++++ SOURCE MATERIAL

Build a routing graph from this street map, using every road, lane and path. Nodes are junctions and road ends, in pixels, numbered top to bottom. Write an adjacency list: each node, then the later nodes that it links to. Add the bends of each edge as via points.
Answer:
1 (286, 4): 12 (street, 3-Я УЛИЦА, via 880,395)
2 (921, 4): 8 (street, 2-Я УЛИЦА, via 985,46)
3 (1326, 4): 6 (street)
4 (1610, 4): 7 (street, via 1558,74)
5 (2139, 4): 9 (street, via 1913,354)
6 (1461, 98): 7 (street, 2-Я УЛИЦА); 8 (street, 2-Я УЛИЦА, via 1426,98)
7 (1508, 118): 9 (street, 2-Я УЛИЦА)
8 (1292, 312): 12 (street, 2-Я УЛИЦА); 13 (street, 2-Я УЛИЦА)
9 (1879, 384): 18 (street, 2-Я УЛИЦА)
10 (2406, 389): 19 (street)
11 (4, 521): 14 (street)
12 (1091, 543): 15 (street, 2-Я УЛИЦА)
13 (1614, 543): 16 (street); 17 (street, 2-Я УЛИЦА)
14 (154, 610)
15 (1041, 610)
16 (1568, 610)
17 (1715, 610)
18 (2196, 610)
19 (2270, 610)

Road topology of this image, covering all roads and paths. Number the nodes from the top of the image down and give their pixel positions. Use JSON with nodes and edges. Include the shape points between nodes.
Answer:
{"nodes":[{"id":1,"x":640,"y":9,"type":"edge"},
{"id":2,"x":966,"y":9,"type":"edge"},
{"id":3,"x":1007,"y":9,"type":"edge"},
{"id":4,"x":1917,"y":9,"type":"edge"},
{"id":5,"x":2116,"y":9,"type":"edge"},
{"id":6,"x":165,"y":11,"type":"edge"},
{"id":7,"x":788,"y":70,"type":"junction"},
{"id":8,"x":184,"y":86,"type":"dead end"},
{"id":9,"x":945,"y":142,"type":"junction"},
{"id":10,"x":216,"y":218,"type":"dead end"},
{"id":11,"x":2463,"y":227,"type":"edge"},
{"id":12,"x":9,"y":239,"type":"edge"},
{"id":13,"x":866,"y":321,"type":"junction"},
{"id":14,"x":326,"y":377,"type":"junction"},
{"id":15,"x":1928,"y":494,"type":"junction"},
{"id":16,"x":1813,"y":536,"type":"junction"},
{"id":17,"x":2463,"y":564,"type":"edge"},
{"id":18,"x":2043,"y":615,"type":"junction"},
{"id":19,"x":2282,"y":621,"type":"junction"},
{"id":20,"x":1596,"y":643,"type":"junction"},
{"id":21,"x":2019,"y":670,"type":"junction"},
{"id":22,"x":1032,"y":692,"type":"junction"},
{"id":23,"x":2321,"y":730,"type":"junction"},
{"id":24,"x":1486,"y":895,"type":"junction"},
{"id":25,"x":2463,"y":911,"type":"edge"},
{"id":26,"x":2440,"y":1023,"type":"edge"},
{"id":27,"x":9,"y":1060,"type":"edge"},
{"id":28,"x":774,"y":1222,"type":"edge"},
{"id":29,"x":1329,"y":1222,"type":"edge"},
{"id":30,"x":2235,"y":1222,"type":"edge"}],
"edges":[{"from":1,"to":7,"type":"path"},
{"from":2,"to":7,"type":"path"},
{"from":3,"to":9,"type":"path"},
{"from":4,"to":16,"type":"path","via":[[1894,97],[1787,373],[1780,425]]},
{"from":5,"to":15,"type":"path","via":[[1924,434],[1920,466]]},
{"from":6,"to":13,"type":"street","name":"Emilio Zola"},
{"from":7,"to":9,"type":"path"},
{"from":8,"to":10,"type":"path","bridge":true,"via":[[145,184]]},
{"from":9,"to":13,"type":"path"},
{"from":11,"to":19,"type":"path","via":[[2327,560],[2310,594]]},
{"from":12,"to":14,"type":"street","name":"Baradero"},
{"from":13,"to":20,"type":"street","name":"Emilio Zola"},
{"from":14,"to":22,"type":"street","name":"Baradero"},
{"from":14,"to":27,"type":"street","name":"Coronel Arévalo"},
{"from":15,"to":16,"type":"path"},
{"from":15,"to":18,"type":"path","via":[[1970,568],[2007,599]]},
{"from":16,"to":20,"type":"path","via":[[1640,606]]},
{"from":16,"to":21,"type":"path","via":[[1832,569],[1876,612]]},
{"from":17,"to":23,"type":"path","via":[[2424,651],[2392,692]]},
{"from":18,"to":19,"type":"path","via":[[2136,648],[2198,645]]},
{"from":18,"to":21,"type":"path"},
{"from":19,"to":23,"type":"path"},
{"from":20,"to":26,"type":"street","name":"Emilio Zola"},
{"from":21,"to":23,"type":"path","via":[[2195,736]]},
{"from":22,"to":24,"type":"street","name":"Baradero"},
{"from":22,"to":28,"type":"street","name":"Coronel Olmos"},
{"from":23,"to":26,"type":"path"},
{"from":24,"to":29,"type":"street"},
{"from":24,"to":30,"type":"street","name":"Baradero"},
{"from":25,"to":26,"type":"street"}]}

++++++++

• _ACTIVITY_:
The whole of the material should be restated word for word.

• _THE COMPLETED TASK_:
Build a routing graph from this street map, using every road, lane and path. Nodes are junctions and road ends, in pixels, numbered top to bottom. Write an adjacency list: each node, then the later nodes that it links to. Add the bends of each edge as via points.
Answer:
1 (286, 4): 12 (street, 3-Я УЛИЦА, via 880,395)
2 (921, 4): 8 (street, 2-Я УЛИЦА, via 985,46)
3 (1326, 4): 6 (street)
4 (1610, 4): 7 (street, via 1558,74)
5 (2139, 4): 9 (street, via 1913,354)
6 (1461, 98): 7 (street, 2-Я УЛИЦА); 8 (street, 2-Я УЛИЦА, via 1426,98)
7 (1508, 118): 9 (street, 2-Я УЛИЦА)
8 (1292, 312): 12 (street, 2-Я УЛИЦА); 13 (street, 2-Я УЛИЦА)
9 (1879, 384): 18 (street, 2-Я УЛИЦА)
10 (2406, 389): 19 (street)
11 (4, 521): 14 (street)
12 (1091, 543): 15 (street, 2-Я УЛИЦА)
13 (1614, 543): 16 (street); 17 (street, 2-Я УЛИЦА)
14 (154, 610)
15 (1041, 610)
16 (1568, 610)
17 (1715, 610)
18 (2196, 610)
19 (2270, 610)

Road topology of this image, covering all roads and paths. Number the nodes from the top of the image down and give their pixel positions. Use JSON with nodes and edges. Include the shape points between nodes.
Answer:
{"nodes":[{"id":1,"x":640,"y":9,"type":"edge"},
{"id":2,"x":966,"y":9,"type":"edge"},
{"id":3,"x":1007,"y":9,"type":"edge"},
{"id":4,"x":1917,"y":9,"type":"edge"},
{"id":5,"x":2116,"y":9,"type":"edge"},
{"id":6,"x":165,"y":11,"type":"edge"},
{"id":7,"x":788,"y":70,"type":"junction"},
{"id":8,"x":184,"y":86,"type":"dead end"},
{"id":9,"x":945,"y":142,"type":"junction"},
{"id":10,"x":216,"y":218,"type":"dead end"},
{"id":11,"x":2463,"y":227,"type":"edge"},
{"id":12,"x":9,"y":239,"type":"edge"},
{"id":13,"x":866,"y":321,"type":"junction"},
{"id":14,"x":326,"y":377,"type":"junction"},
{"id":15,"x":1928,"y":494,"type":"junction"},
{"id":16,"x":1813,"y":536,"type":"junction"},
{"id":17,"x":2463,"y":564,"type":"edge"},
{"id":18,"x":2043,"y":615,"type":"junction"},
{"id":19,"x":2282,"y":621,"type":"junction"},
{"id":20,"x":1596,"y":643,"type":"junction"},
{"id":21,"x":2019,"y":670,"type":"junction"},
{"id":22,"x":1032,"y":692,"type":"junction"},
{"id":23,"x":2321,"y":730,"type":"junction"},
{"id":24,"x":1486,"y":895,"type":"junction"},
{"id":25,"x":2463,"y":911,"type":"edge"},
{"id":26,"x":2440,"y":1023,"type":"edge"},
{"id":27,"x":9,"y":1060,"type":"edge"},
{"id":28,"x":774,"y":1222,"type":"edge"},
{"id":29,"x":1329,"y":1222,"type":"edge"},
{"id":30,"x":2235,"y":1222,"type":"edge"}],
"edges":[{"from":1,"to":7,"type":"path"},
{"from":2,"to":7,"type":"path"},
{"from":3,"to":9,"type":"path"},
{"from":4,"to":16,"type":"path","via":[[1894,97],[1787,373],[1780,425]]},
{"from":5,"to":15,"type":"path","via":[[1924,434],[1920,466]]},
{"from":6,"to":13,"type":"street","name":"Emilio Zola"},
{"from":7,"to":9,"type":"path"},
{"from":8,"to":10,"type":"path","bridge":true,"via":[[145,184]]},
{"from":9,"to":13,"type":"path"},
{"from":11,"to":19,"type":"path","via":[[2327,560],[2310,594]]},
{"from":12,"to":14,"type":"street","name":"Baradero"},
{"from":13,"to":20,"type":"street","name":"Emilio Zola"},
{"from":14,"to":22,"type":"street","name":"Baradero"},
{"from":14,"to":27,"type":"street","name":"Coronel Arévalo"},
{"from":15,"to":16,"type":"path"},
{"from":15,"to":18,"type":"path","via":[[1970,568],[2007,599]]},
{"from":16,"to":20,"type":"path","via":[[1640,606]]},
{"from":16,"to":21,"type":"path","via":[[1832,569],[1876,612]]},
{"from":17,"to":23,"type":"path","via":[[2424,651],[2392,692]]},
{"from":18,"to":19,"type":"path","via":[[2136,648],[2198,645]]},
{"from":18,"to":21,"type":"path"},
{"from":19,"to":23,"type":"path"},
{"from":20,"to":26,"type":"street","name":"Emilio Zola"},
{"from":21,"to":23,"type":"path","via":[[2195,736]]},
{"from":22,"to":24,"type":"street","name":"Baradero"},
{"from":22,"to":28,"type":"street","name":"Coronel Olmos"},
{"from":23,"to":26,"type":"path"},
{"from":24,"to":29,"type":"street"},
{"from":24,"to":30,"type":"street","name":"Baradero"},
{"from":25,"to":26,"type":"street"}]}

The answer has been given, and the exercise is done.